JESI – Un virus dalle tante facce, tutte ancora da conoscere a fondo. Anche per quello che riguarda gli effetti a medio e lungo termine su quanti, positivi al Covid-19 nelle scorse settimane e oggi guariti, sono tornati a casa dopo il ricovero e stanno cercando di riprendere in mano le proprie vite e un’esistenza “normale”. È per questo che è nato ed è operativo da quattro settimane all’ospedale Murri, nell’ambito del presidio ospedaliero del Carlo Urbani di Jesi, l’Ambulatorio Integrato post-Covid.
«Un’esperienza nata per fondere in una unica offerta competenze infettivologiche, internistiche, pneumologiche, riabilitative, psicologiche, farmacologiche e infermieristiche a favore di pazienti Covid positivi dimessi, quale fondamentale valutazione di base di quelle problematiche peculiari che nel singolo paziente andranno affrontate e monitorate con percorsi specifici» spiega il dottor Marco Candela, direttore di Dipartimento Medico dell’Area Vasta 2 che ha prodotto l’idea e avviato, in equipe con le Unità operative del Carlo Urbani, il progetto.
E la direttrice generale dell’Asur Marche, Nadia Storti, commenta: «Non è un caso se in poco tempo siamo di nuovo qui a presentare un’esperienza di questo tipo: l’ospedale di Jesi è probabilmente il più inserito all’interno del suo territorio, anche nell’apertura al mondo esterno e a quello dei medici di medicina generale».
Approccio analogo era stato a suo tempo quello che aveva portato all’avvio dell’ambulatorio per la riconciliazione farmacologica.
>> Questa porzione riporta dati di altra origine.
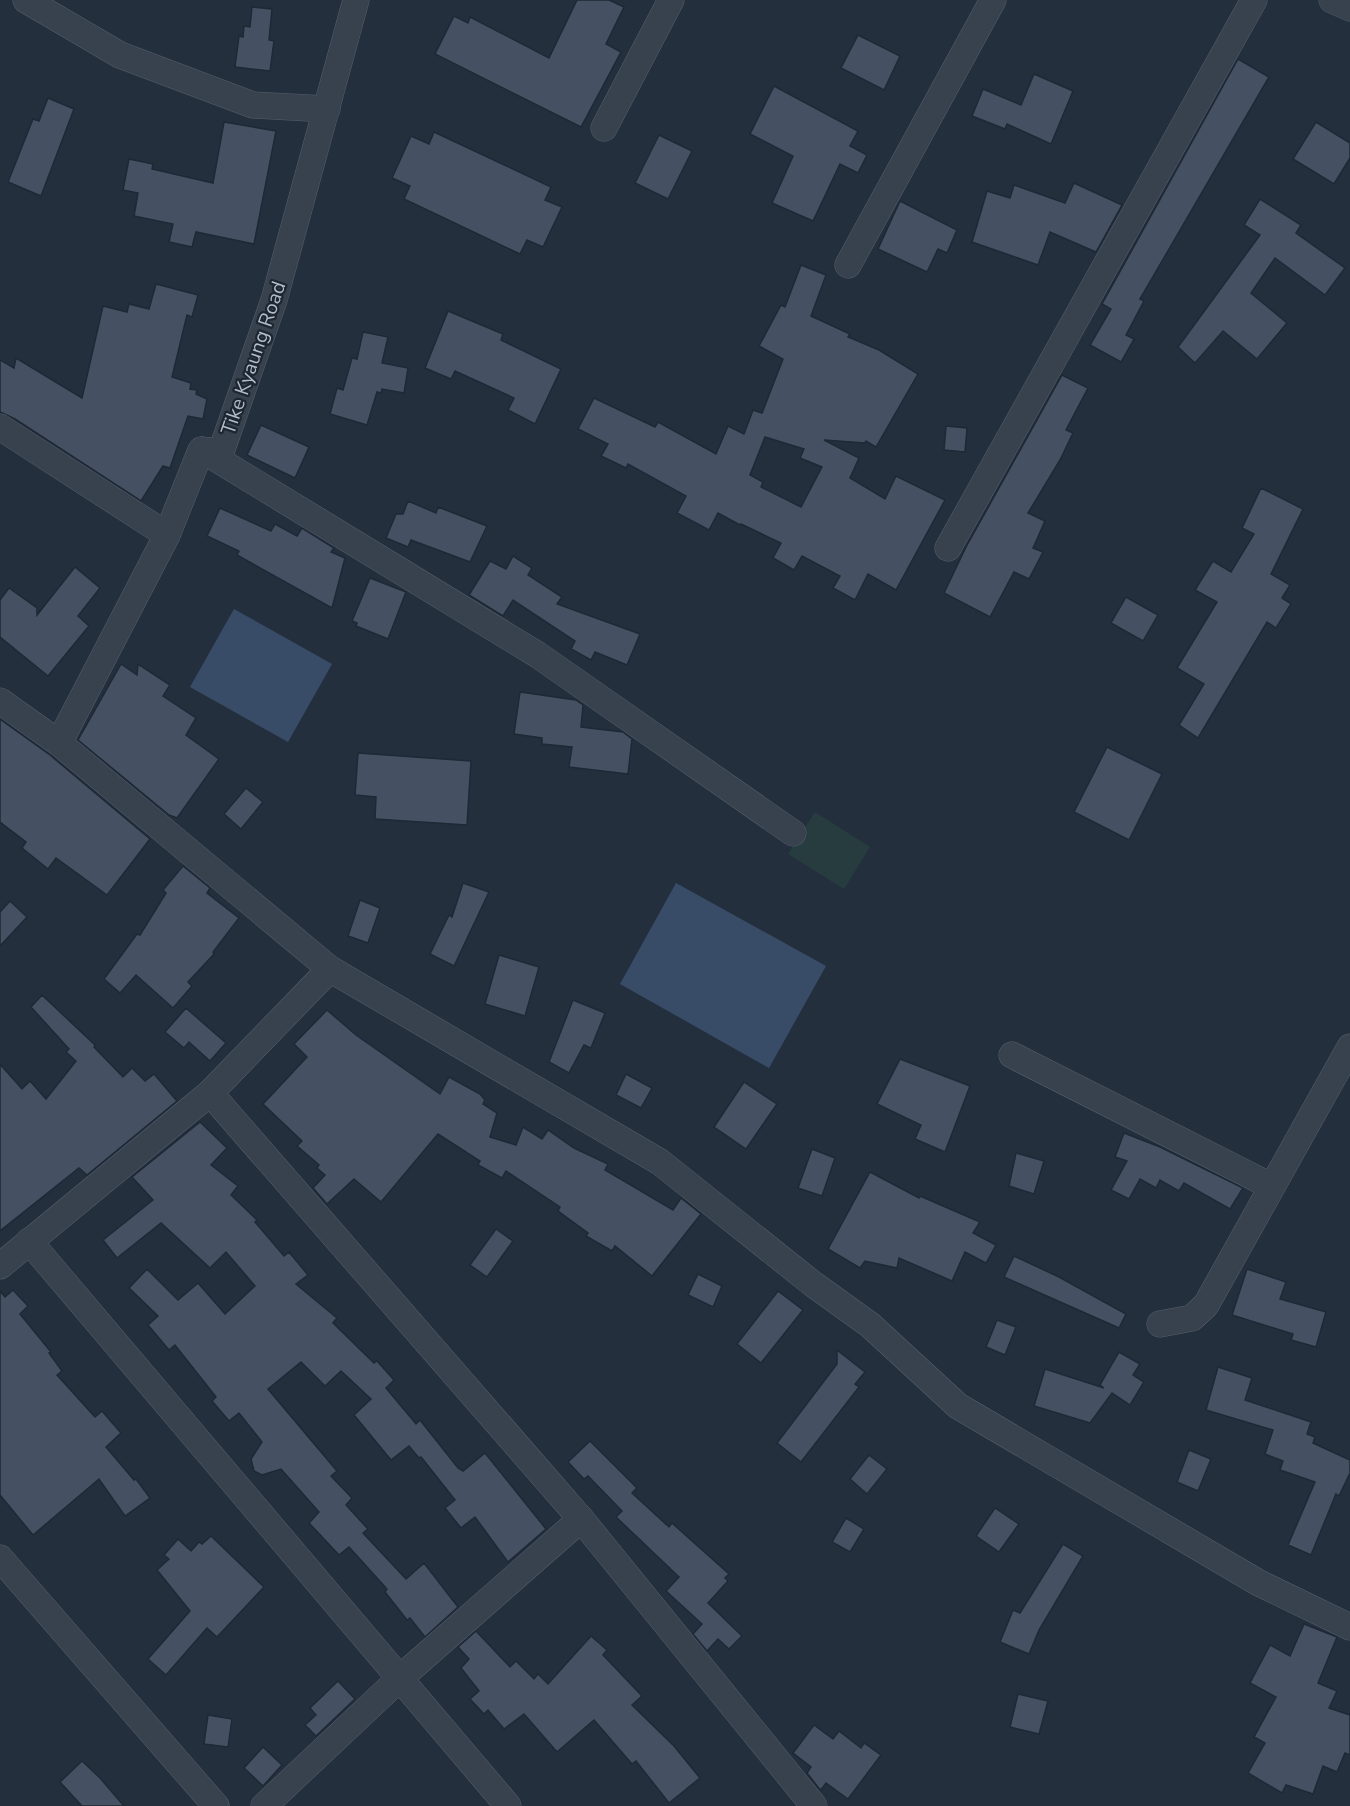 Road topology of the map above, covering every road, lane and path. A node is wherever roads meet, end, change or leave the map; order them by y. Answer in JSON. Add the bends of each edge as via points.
{"nodes":[{"id":1,"x":26,"y":0,"type":"edge"},
{"id":2,"x":356,"y":0,"type":"edge"},
{"id":3,"x":671,"y":0,"type":"edge"},
{"id":4,"x":993,"y":0,"type":"edge"},
{"id":5,"x":1254,"y":0,"type":"edge"},
{"id":6,"x":1332,"y":0,"type":"edge"},
{"id":7,"x":1350,"y":8,"type":"edge"},
{"id":8,"x":327,"y":110,"type":"junction"},
{"id":9,"x":604,"y":128,"type":"dead end"},
{"id":10,"x":848,"y":265,"type":"dead end"},
{"id":11,"x":0,"y":427,"type":"edge"},
{"id":12,"x":201,"y":450,"type":"junction"},
{"id":13,"x":167,"y":535,"type":"junction"},
{"id":14,"x":948,"y":548,"type":"dead end"},
{"id":15,"x":0,"y":701,"type":"edge"},
{"id":16,"x":58,"y":743,"type":"junction"},
{"id":17,"x":793,"y":833,"type":"dead end"},
{"id":18,"x":330,"y":969,"type":"junction"},
{"id":19,"x":1350,"y":1047,"type":"edge"},
{"id":20,"x":1012,"y":1055,"type":"dead end"},
{"id":21,"x":210,"y":1093,"type":"junction"},
{"id":22,"x":1271,"y":1186,"type":"junction"},
{"id":23,"x":29,"y":1240,"type":"junction"},
{"id":24,"x":0,"y":1266,"type":"edge"},
{"id":25,"x":1160,"y":1324,"type":"dead end"},
{"id":26,"x":581,"y":1519,"type":"junction"},
{"id":27,"x":0,"y":1558,"type":"edge"},
{"id":28,"x":1350,"y":1627,"type":"edge"},
{"id":29,"x":399,"y":1679,"type":"junction"},
{"id":30,"x":216,"y":1806,"type":"edge"},
{"id":31,"x":264,"y":1806,"type":"edge"},
{"id":32,"x":508,"y":1806,"type":"edge"},
{"id":33,"x":814,"y":1806,"type":"edge"}],
"edges":[{"from":1,"to":8,"type":"street","via":[[120,55],[253,105]]},
{"from":2,"to":8,"type":"street","name":"Tike Kyaung Road"},
{"from":3,"to":9,"type":"street"},
{"from":4,"to":10,"type":"street"},
{"from":5,"to":14,"type":"street"},
{"from":6,"to":7,"type":"street"},
{"from":8,"to":12,"type":"street","name":"Tike Kyaung Road","via":[[274,300],[221,452]]},
{"from":11,"to":13,"type":"street"},
{"from":12,"to":13,"type":"street","name":"Tike Kyaung Road"},
{"from":12,"to":17,"type":"street","via":[[538,655]]},
{"from":13,"to":16,"type":"street","name":"Tike Kyaung Road"},
{"from":15,"to":16,"type":"street"},
{"from":16,"to":18,"type":"street"},
{"from":18,"to":21,"type":"street"},
{"from":18,"to":28,"type":"street","via":[[660,1162],[870,1325],[958,1406],[1259,1583]]},
{"from":19,"to":22,"type":"street"},
{"from":20,"to":22,"type":"street"},
{"from":21,"to":23,"type":"street"},
{"from":21,"to":26,"type":"street"},
{"from":22,"to":25,"type":"street","via":[[1206,1305],[1192,1318]]},
{"from":23,"to":24,"type":"street"},
{"from":23,"to":29,"type":"street"},
{"from":26,"to":29,"type":"street"},
{"from":26,"to":33,"type":"street"},
{"from":27,"to":30,"type":"street"},
{"from":29,"to":31,"type":"street"},
{"from":29,"to":32,"type":"street"}]}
Ora è con i postumi della bufera Covid-19 che si fanno i conti. «Da un momento terribile che tutti abbiamo attraversato, nascono idee nuove – dice il direttore d’Area Vasta 2 Giovanni Guidi -; ci si è chiesti chi avrebbe seguito il paziente Covid dopo le dimissioni, per arrivare a questo percorso di follow-up, monitoraggio, dopo il ritorno a casa».
In questa prima fase l’ambulatorio è attivo a cadenza settimanale, con una lista unica di prenotazione e un codice di esenzione a favore dei pazienti Covid ricoverati nelle scorse settimane al Carlo Urbani: sono stati 268 nella struttura ospedaliera jesina, duecento circa quanti ce l’hanno fatta e sono tornati a casa. La gestione è congiunta da parte delle unità operative coinvolte e attivabile con una semplice richiesta all’indirizzo mail ambpostcovid.jesi@sanita.marche.it.
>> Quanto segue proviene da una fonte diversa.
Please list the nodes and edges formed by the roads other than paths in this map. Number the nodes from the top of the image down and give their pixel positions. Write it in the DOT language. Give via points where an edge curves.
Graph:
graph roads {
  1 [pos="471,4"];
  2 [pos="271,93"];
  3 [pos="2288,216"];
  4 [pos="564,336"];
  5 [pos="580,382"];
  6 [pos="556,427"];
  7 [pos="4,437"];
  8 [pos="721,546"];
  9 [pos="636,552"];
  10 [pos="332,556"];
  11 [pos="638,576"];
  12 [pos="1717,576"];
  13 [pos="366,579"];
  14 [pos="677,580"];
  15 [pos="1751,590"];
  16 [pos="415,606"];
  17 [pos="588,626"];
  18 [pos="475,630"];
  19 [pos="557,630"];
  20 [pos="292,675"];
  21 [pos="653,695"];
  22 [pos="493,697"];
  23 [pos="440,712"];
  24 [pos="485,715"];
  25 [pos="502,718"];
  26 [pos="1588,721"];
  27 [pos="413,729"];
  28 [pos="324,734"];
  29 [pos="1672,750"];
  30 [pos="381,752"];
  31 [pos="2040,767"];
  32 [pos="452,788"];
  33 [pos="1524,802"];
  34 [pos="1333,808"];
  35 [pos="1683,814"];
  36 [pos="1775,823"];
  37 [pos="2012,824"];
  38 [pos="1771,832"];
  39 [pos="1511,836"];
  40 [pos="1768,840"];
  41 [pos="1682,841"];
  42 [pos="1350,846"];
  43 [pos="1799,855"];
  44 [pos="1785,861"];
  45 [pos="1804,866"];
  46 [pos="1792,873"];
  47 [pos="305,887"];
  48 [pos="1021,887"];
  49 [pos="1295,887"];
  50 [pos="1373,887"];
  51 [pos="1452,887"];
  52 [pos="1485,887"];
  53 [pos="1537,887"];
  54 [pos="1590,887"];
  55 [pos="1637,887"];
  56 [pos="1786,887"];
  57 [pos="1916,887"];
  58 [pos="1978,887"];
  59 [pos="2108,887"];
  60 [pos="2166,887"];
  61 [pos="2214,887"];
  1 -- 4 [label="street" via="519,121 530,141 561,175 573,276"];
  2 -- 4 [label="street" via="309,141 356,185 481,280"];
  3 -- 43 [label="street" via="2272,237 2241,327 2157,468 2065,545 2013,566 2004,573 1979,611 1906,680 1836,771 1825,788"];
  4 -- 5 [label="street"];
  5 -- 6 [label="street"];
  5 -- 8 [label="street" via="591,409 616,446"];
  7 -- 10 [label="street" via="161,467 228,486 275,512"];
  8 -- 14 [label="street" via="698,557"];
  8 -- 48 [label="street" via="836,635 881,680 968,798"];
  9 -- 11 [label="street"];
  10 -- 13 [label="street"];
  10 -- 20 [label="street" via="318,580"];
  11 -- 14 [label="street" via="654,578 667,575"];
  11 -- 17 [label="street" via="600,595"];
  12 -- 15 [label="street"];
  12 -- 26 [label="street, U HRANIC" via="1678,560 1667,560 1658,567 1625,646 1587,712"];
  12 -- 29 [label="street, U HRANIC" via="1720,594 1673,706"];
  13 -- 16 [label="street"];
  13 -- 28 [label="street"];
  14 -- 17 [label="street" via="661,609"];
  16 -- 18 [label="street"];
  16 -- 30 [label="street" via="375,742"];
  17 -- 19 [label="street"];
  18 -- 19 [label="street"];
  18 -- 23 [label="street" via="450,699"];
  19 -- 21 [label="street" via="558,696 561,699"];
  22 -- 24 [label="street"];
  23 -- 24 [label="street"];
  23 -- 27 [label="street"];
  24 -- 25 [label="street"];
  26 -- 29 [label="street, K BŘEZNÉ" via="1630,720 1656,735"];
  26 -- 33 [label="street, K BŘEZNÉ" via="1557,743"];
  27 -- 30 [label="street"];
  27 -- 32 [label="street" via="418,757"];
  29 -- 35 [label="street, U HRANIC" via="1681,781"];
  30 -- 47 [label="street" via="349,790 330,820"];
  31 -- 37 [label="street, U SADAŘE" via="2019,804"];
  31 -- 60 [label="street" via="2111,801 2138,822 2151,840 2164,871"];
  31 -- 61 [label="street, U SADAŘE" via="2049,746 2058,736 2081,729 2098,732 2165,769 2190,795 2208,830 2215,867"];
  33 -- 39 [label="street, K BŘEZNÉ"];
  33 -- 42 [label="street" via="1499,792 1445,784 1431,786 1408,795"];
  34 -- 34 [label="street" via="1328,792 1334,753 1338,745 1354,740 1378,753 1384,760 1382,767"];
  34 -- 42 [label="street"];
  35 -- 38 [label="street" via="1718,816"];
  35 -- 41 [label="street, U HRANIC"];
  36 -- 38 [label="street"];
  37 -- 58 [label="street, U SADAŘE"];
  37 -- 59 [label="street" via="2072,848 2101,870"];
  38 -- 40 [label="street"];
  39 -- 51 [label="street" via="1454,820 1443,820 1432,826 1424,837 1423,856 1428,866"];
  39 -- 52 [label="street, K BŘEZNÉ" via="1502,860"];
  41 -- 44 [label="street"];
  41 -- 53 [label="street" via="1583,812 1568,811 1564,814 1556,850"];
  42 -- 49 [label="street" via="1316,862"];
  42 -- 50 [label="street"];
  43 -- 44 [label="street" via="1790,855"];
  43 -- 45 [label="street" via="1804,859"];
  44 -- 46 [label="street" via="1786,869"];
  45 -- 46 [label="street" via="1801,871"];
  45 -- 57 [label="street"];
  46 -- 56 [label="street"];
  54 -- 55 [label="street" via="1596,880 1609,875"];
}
Spiega Candela: «Un’idea che risponde all’interrogativo che abbiamo iniziato a porci intorno alla metà di aprile, quando si è iniziato a vedere qualche spiraglio di luce: il Carlo Urbani è stato quello a più alto numero di pazienti Covid-positivi ricoverati dell’intera Asur, la risposta data ci ha fatto onore e ha suscitato in tutti noi un orgoglio di appartenenza a questa struttura. Ci siamo chiesti quali sarebbero stati nei pazienti gli effetti a medio e lungo termine dell’infezione, che stiamo mano a mano scoprendo toccano i più vari ambiti e aspetti: dai cardiovascolari e polmonari a metabolici e immunitari, fino agli psicologici riscontrati in stati di ansia, somatizzazioni, depressioni».
Oltre venti i pazienti sin qui già incontrati e monitorati col contributo delle diverse competenze mediche in causa, fra gli auspici di Candela quello di poter ampliare in una seconda fase anche lo spazio riservato alla telemedicina, con l’ausilio di videochiamate, chat, mail per mantenere il rapporto col paziente. E c’è poi chi evidenzia la prossima necessità di tenere conto anche di tutti quei pazienti Covid-positivi che non sono però passati per il ricovero.